Política

Fórum digital tem área, falta recurso

Nélson Gonçalves
| Tempo de leitura: 3 min

O projeto de construção de uma nova sede para o Judiciário Estadual em Bauru, dentro do conceito chamado de Fórum digital, deu passo adiante ontem com a assinatura do termo de reversão para a prefeitura de uma área de 50 mil metros quadrados em posse do Instituto Profissional de Reabilitação Primeiro de Agosto (Iprespa). Agora, o município vai pedir a realização de sessão extraordinária para que o Legislativo libere a doação da área ao Estado. Cumprida esta etapa, ainda este mês, representantes dos três poderes partem para a fase mais difícil: convencer o governo paulista a destinar verbas para o empreendimento.

Ontem de manhã, em solenidade realizada no auditório do Palácio das Cerejeiras, com a presença do prefeito Tuga Angerami, o presidente do Instituto Profissional de Reabilitação Social Primeiro de Agosto (Iprespa), Djalma de Oliveira, assinou o termo de reversão ao Município de parte da área que foi doada à entidade no início da década de 70.

O diretor do Fórum de Bauru, juiz Horácio Furquim Guanaes, disse no evento que o atual Fórum da Bela Vista não comporta mais somente as instalações existentes, mas também não oferece condições de ser reformado. A questão é que o Tribunal de Justiça do Estado de São Paulo (TJ) já iniciou a implantação do projeto de informatização do Judiciário paulista.

A meta é levar o cartório virtual ao Interior em até cinco anos. Desta forma, não seria racional consumir recursos para reformar um prédio que depois terá de ser descartado. “Em algumas localidades o processo de Fórum digital já está sendo implementada. Temos o Fórum da Bela Vista já sem condições de receber Varas criadas mas que não podem ser implantadas por absoluta falta de espaço. Além disso, o prédio é antigo e reforma-lo seria jogar dinheiro fora porque não haveria condição física de adequá-lo ao padrão digital. A saída é construir o novo. Agora temos a área. Falta o recurso para construir”, comentou Horácio Guanaes.

A assinatura contou com as presenças dos vereadores Paulo César Madureira, Marcelo Borges, Futaro Sato, Paulo Eduardo Martins Neto, Antônio Carlos Garms, Majô Jandreice, Arildo de Lima Jr. e Salvador Afonso, além do chefe de Gabinete da Prefeitura, João Baptista Campos Porto, e dos secretários municipais de Planejamento, Leandro Joaquim, de Desenvolvimento Econômico, Walace Sampaio e de Esportes e Lazer, José Carlos de Freitas.

Sessão extraordinária

Tuga Angerami informou que encaminhará à Câmara Municipal, nos próximos dias, pedido de convocação de duas sessões extraordinárias para apreciação do projeto de lei solicitando autorização para que a área recebida do Iprespa seja doada ao Governo do Estado. Além disso, como o termo de reversão prevê que a prefeitura realize intervenções viárias no local, também será pedida autorização para que o Município aceite a devolução do terreno.

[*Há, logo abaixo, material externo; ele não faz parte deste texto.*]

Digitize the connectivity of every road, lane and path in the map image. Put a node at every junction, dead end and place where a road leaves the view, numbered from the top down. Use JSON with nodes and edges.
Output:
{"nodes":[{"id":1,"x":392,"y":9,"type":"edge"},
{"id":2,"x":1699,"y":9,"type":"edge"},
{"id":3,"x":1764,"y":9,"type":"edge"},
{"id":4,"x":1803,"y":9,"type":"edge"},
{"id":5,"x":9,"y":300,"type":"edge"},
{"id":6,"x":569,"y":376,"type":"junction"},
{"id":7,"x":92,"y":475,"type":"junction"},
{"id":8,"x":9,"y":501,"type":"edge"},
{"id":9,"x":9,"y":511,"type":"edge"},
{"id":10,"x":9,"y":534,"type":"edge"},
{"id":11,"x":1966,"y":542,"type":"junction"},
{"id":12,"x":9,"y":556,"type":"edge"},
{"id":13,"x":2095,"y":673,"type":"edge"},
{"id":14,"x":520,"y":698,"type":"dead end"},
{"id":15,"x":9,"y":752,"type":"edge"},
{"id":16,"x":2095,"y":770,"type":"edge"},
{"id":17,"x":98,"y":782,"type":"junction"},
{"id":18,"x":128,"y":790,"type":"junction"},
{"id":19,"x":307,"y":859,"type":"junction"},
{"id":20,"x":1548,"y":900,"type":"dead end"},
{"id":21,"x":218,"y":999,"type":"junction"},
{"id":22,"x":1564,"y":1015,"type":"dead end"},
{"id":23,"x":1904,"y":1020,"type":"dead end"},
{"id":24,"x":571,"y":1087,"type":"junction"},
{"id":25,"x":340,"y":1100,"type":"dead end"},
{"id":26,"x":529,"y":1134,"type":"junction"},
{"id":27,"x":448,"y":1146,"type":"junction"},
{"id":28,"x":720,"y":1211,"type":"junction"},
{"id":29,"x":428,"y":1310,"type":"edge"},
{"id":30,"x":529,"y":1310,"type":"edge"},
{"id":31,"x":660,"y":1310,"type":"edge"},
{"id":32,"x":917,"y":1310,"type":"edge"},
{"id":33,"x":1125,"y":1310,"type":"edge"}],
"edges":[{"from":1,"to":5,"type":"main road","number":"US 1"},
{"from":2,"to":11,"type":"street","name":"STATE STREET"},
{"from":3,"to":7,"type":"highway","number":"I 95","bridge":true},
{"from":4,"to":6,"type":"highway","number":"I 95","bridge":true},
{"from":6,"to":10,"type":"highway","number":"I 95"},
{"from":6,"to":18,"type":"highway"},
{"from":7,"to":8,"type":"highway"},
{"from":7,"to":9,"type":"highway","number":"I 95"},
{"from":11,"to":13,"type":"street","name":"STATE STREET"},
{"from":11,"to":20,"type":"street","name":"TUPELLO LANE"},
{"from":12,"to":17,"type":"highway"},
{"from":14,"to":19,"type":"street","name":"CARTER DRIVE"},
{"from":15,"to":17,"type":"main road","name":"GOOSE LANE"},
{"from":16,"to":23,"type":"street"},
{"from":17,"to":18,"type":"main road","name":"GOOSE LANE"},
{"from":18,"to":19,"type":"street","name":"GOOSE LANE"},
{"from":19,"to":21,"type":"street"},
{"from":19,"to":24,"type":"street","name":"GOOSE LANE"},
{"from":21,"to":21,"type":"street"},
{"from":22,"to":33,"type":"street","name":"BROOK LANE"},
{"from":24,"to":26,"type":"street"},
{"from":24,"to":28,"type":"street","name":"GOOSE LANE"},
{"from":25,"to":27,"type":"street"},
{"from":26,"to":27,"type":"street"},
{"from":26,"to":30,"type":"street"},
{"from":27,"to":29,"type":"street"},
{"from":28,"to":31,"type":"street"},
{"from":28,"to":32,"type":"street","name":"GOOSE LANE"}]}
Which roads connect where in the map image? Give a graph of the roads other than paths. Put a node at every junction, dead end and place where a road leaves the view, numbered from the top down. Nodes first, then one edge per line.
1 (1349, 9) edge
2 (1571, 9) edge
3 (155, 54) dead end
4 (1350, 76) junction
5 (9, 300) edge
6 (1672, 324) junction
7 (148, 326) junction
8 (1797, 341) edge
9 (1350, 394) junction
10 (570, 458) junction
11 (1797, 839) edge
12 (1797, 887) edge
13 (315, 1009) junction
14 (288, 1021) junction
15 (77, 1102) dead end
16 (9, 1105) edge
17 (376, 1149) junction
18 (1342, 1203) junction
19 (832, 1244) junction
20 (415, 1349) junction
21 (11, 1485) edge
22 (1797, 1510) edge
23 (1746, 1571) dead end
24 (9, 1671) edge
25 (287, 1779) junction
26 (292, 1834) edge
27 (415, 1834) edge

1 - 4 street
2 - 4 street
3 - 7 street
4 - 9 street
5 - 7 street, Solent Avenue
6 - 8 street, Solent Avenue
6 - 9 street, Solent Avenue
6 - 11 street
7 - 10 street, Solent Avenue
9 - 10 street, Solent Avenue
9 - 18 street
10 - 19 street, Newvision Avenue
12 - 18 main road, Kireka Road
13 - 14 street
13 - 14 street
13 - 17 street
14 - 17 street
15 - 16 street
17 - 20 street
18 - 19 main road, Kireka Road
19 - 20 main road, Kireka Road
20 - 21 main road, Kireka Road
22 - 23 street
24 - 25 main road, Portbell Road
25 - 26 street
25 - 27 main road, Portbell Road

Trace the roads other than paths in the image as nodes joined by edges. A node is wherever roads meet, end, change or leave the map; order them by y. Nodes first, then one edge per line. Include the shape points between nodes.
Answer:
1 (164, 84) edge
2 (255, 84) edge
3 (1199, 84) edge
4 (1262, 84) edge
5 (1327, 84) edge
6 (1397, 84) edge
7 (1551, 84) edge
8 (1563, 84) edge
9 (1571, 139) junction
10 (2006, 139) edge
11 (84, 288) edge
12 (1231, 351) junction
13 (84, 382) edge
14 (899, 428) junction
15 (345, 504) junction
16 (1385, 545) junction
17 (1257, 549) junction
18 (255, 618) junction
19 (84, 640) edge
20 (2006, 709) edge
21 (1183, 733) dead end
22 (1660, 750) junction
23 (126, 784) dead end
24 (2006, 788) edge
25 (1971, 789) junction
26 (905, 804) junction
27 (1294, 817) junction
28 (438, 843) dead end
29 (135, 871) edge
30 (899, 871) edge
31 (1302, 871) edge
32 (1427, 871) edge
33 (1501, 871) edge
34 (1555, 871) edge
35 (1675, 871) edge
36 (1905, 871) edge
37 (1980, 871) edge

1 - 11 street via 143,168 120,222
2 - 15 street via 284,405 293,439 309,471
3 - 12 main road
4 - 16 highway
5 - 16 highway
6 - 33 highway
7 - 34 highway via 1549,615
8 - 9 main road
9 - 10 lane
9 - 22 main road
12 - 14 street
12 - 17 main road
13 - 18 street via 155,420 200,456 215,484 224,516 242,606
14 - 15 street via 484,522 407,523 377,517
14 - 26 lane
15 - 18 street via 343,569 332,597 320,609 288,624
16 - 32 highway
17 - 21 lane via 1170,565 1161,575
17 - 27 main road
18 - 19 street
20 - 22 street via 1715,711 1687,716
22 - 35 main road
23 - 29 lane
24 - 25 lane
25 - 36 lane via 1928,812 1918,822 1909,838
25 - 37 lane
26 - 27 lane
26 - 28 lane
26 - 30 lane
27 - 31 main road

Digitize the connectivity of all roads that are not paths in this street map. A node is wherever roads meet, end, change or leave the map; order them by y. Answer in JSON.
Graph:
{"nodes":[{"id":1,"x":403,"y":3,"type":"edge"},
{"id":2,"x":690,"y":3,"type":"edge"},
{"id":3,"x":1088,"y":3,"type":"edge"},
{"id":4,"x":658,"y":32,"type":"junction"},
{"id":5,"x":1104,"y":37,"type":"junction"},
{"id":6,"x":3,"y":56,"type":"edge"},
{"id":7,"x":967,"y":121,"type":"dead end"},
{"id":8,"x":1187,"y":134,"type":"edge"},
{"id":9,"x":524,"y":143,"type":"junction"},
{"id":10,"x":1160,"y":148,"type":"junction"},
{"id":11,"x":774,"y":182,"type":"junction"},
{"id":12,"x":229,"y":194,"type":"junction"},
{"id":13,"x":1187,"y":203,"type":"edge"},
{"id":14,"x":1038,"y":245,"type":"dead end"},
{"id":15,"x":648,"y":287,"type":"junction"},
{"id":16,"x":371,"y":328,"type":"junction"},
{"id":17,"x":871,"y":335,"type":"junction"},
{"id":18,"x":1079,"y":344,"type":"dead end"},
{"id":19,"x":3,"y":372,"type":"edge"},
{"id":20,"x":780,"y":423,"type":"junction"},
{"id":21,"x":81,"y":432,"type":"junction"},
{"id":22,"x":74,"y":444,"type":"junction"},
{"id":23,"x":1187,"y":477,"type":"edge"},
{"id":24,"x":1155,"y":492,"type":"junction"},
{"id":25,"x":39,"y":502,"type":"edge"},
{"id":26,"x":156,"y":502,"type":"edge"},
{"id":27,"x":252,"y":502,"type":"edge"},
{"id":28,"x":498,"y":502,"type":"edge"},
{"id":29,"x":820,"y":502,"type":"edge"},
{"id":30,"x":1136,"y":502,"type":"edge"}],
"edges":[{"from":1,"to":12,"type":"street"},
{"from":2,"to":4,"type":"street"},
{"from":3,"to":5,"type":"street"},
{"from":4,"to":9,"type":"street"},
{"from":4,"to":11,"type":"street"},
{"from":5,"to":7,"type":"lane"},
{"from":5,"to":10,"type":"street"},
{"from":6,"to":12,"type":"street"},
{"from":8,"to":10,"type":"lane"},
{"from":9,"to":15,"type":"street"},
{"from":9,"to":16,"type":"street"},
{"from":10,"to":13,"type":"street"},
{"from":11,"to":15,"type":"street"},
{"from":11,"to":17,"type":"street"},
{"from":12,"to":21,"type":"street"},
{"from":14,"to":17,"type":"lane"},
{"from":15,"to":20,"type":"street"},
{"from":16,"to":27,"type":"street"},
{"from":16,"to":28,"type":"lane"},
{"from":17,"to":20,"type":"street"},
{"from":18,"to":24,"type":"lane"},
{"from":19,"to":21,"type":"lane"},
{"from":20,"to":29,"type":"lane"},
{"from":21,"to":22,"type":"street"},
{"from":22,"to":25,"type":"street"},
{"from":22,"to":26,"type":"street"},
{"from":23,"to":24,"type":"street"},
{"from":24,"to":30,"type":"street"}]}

O termo de reversão assinado ontem também reserva 10 mil m² para a construção de um novo prédio para a Câmara Municipal e outros 71,9 mil m² para sistema viário. O articulador das negociações pelo Poder Legislativo foi o vereador Marcelo Borges. Em nome dos colegas, Paulo Madureira salientou que o projeto é para “uma cidade que precisa pensar no futuro e não só no presente e no passado. Não se vai construir Fórum novo em um ano, nem a nova Câmara. Mas se não reservar área e não for atrás do projeto agora depois não tem onde instalar”, finalizou.

Como parte da negociação, a prefeitura concordou em pedir extinção da ação rescisória movida contra o Iprespa no Tribunal de Justiça (TJ). Em outra parte do acordo, o instituto obteve a eliminação de processo local onde se discutia outra parte de pendência relacionada à atividade da entidade. Com isso, o Iprespa passa ainda a se credenciar junto à Secretaria do Bem-Estar Social (Sebes) para desenvolver projetos sociais.